En plus de mettre en valeur les actions qui contribuent à la transition écologique, et d’ouvrir le dialogue concernant la réorientation des dépenses défavorables, cet exercice répond aux demandes fortes de transparence exprimées par les citoyens sur les efforts budgétaires en faveur des enjeux environnementaux.
Ainsi, l’Etat publie depuis 2020 un rapport annuel sur « l’impact environnemental du budget » [2] au regard des six objectifs environnementaux de la taxonomie européenne [3] tandis que la démarche est également déclinée au niveau local (11 des 13 régions de France métropolitaine réalisent ou projettent de réaliser un tel exercice d’après un rapport récent du think tank I4CE [4]). Cependant, ces évaluations peuvent prendre des formes hétérogènes selon la méthode d’analyse appliquée (enjeux couverts, niveau de granularité) ainsi que selon les moyens et les objectifs de chaque collectivité. En outre, l’émergence de premiers retours d’expérience permet également d’identifier un certain nombre d’écueils à éviter. Dans ce contexte, par où commencer pour examiner son budget et comment bien se préparer pour répondre à cette nouvelle obligation dès l’exercice 2024 ?
1. Que dit précisément la loi ? Qu’est-ce qui est attendu ?
Les modalités de cette nouvelle obligation réglementaire sont précisées dans les articles 191 et 192 de la loi de finances pour 2024.
L’article 191 de la loi de finances pour 2024 instaure tout d’abord l’obligation de se doter d’un « budget vert ». Les collectivités de plus de 3 500 habitants doivent, à compter de l’exercice 2024, annexer à leur compte administratif ou à leur compte financier un état intitulé « Impact du budget pour la transition écologique ».
Cet état doit présenter « les dépenses d’investissement qui, au sein du budget, contribuent négativement ou positivement à tout ou partie des objectifs de transition écologique de la France correspondant au règlement (UE) 2020/852 du Parlement européen et du Conseil du 18 juin 2020 sur l’établissement d’un cadre visant à favoriser les investissements durables et modifiant le règlement (UE) 2019/2088 ».
L’article ne précise toutefois pas quelle méthode doit être employée par les collectivités concernées, pour mener à bien l’évaluation environnementale de leur budget.
L’article 192 introduit quant à lui la notion de « dette verte » : Les collectivités de plus de 3 500 habitants peuvent, en plus du premier état obligatoire mentionné dans l’article 191, publier une seconde annexe intitulée « Etat des engagements financiers concourant à la transition écologique » qui doit permettre de suivre, d’années en années, le montant de la dette qui correspond à la couverture de dépenses d’investissement favorables à la transition environnementale.
Cet état doit présenter « l’évolution, pour l’exercice considéré, du montant de la dette consacrée à la couverture des dépenses d’investissement qui, au sein du budget, contribuent positivement à tout ou partie des objectifs environnementaux […] et indique la part cumulée de cette dette au sein de l’endettement global de la collectivité ».
2. Quelles sont les méthodes d’évaluation existantes sur lesquelles s’appuyer ?
Plusieurs méthodes permettant de conduire un exercice de « Budget Vert » se sont développées au cours des dernières années.
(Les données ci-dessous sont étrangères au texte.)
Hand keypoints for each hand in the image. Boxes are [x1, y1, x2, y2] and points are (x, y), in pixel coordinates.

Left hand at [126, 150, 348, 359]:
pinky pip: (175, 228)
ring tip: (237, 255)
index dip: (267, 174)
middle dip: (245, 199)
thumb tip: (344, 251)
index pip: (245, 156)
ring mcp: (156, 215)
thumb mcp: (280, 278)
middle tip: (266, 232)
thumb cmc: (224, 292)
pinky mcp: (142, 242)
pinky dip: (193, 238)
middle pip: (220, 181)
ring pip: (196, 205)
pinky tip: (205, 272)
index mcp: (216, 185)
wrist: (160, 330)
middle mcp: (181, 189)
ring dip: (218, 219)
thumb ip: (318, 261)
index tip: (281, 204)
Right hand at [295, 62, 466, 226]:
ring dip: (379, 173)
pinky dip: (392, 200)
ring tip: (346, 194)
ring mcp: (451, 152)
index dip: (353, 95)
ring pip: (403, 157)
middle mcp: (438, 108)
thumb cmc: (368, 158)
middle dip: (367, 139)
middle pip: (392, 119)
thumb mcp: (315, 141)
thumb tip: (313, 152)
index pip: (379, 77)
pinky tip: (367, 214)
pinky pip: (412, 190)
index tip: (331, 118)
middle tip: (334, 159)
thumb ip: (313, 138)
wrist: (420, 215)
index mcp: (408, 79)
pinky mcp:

Le graphe de la Figure 1 rend compte de leur positionnement en fonction du nombre d’enjeux environnementaux traités et du niveau d’analyse qu’elles adoptent.
Les méthodes existantes se distinguent selon plusieurs critères :
- L’échelle d’application: Nationale pour la méthode adoptée par l’Etat français depuis 2020 (méthode IGF [5]), ou territoriale pour la méthode d’évaluation environnementale des budgets des collectivités territoriales développée par I4CE [6];
- Les enjeux couverts : Certaines méthodes se concentrent uniquement sur les enjeux environnementaux (UNDP [7], I4CE [6]; IGF [5]) tandis que d’autres intègrent également des dimensions sociales et sociétales (Budget soutenable aligné sur les ODD [8] de l’AFNOR, Budgétisation sensible au genre [9]).
- La granularité de l’analyse: Les différentes méthodes peuvent intégrer une dimension qualitative ou quantitative plus ou moins forte, ainsi que d’éventuels raffinements sectoriels des hypothèses sur lesquelles reposent la cotation des dépenses.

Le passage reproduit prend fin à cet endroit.